▶ **Work instructions**
Pictures aside, return every line below exactly as written.

(Collected data)
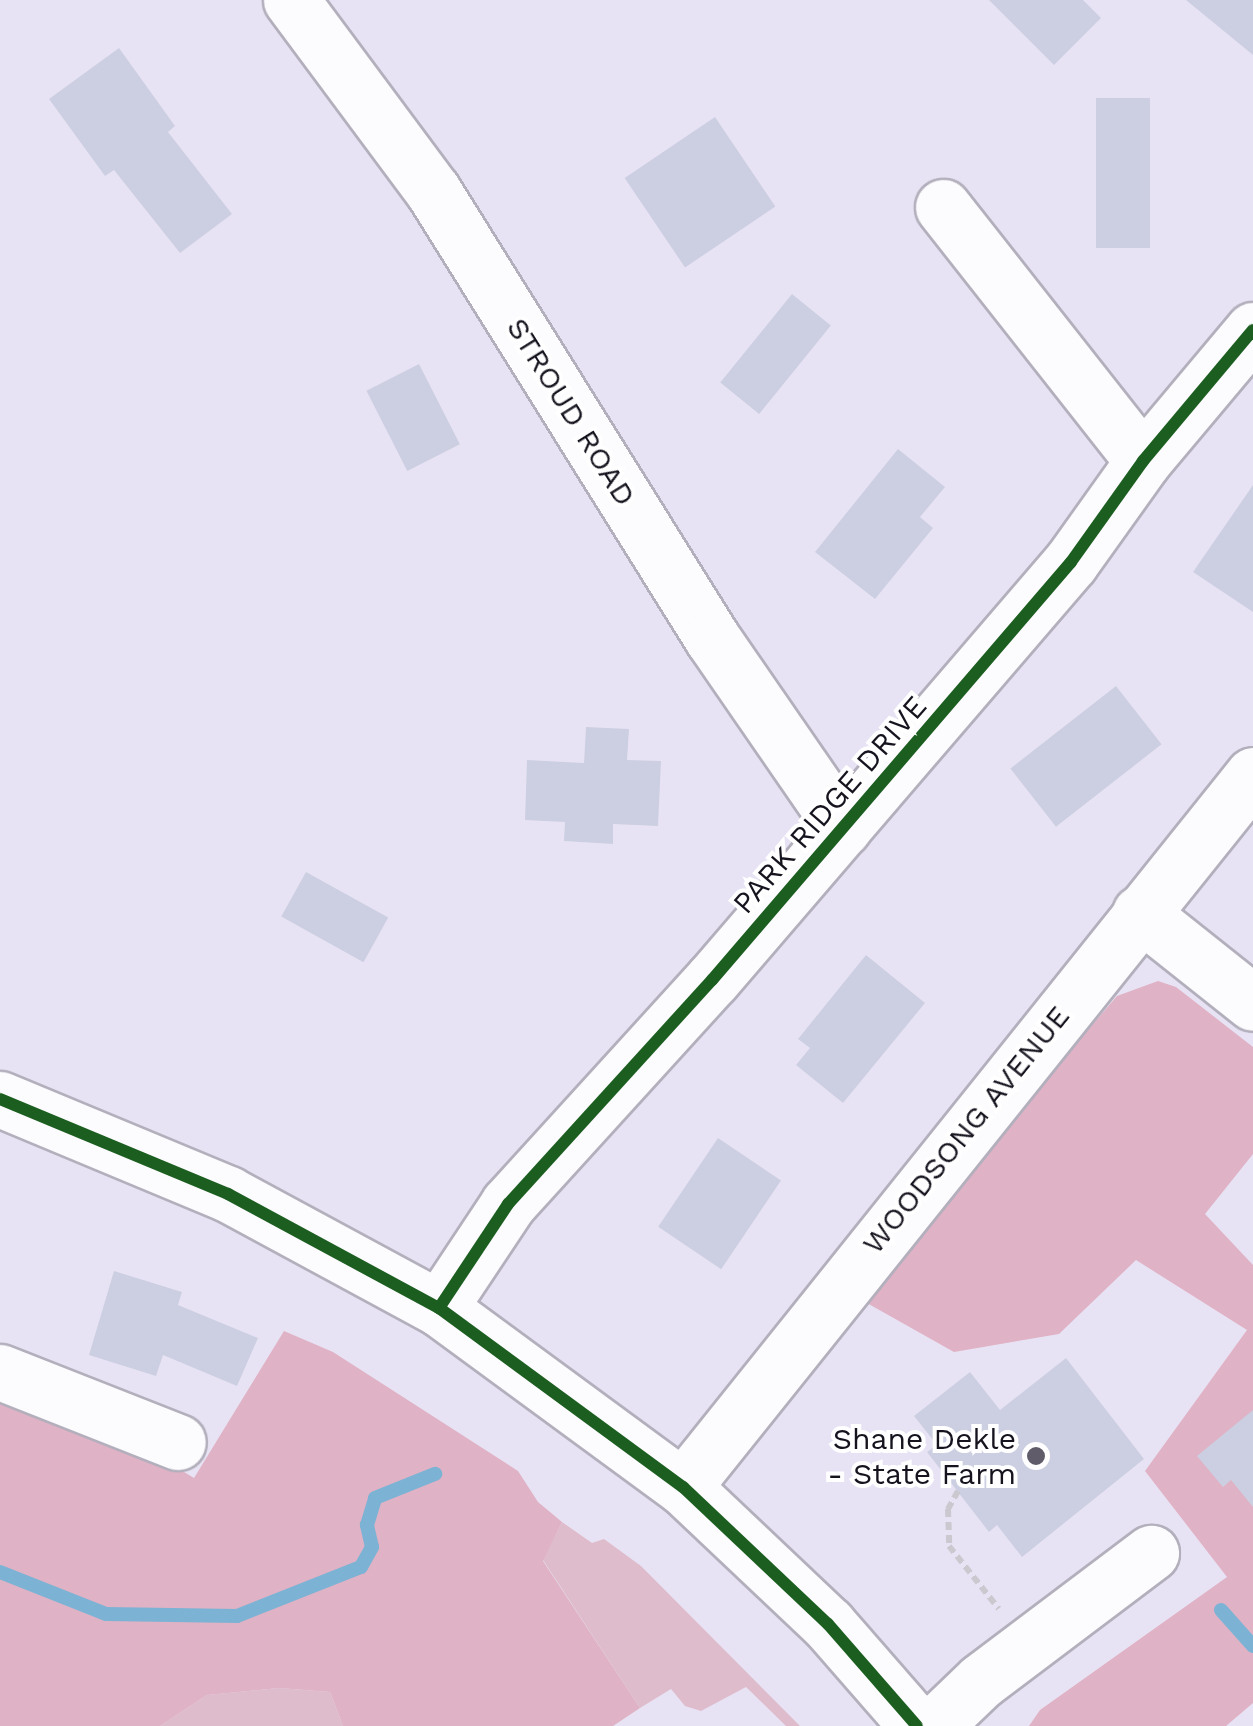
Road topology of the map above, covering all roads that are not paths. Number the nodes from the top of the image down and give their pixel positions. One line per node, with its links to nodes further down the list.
1 (291, 0): 6 (street, STROUD ROAD)
2 (943, 207): 4 (street)
3 (1253, 330): 4 (street, PARK RIDGE DRIVE)
4 (1143, 461): 6 (street, PARK RIDGE DRIVE)
5 (1253, 775): 7 (street, WOODSONG AVENUE)
6 (843, 828): 10 (street, PARK RIDGE DRIVE)
7 (1140, 913): 8 (street); 13 (street, WOODSONG AVENUE)
8 (1253, 1003)
9 (0, 1099): 10 (street)
10 (438, 1308): 13 (street)
11 (0, 1372): 12 (street)
12 (178, 1442)
13 (683, 1487): 15 (street)
14 (1151, 1554): 16 (street)
15 (917, 1726)
16 (934, 1726)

▶ **Reply to the task**
Road topology of the map above, covering all roads that are not paths. Number the nodes from the top of the image down and give their pixel positions. One line per node, with its links to nodes further down the list.
1 (291, 0): 6 (street, STROUD ROAD)
2 (943, 207): 4 (street)
3 (1253, 330): 4 (street, PARK RIDGE DRIVE)
4 (1143, 461): 6 (street, PARK RIDGE DRIVE)
5 (1253, 775): 7 (street, WOODSONG AVENUE)
6 (843, 828): 10 (street, PARK RIDGE DRIVE)
7 (1140, 913): 8 (street); 13 (street, WOODSONG AVENUE)
8 (1253, 1003)
9 (0, 1099): 10 (street)
10 (438, 1308): 13 (street)
11 (0, 1372): 12 (street)
12 (178, 1442)
13 (683, 1487): 15 (street)
14 (1151, 1554): 16 (street)
15 (917, 1726)
16 (934, 1726)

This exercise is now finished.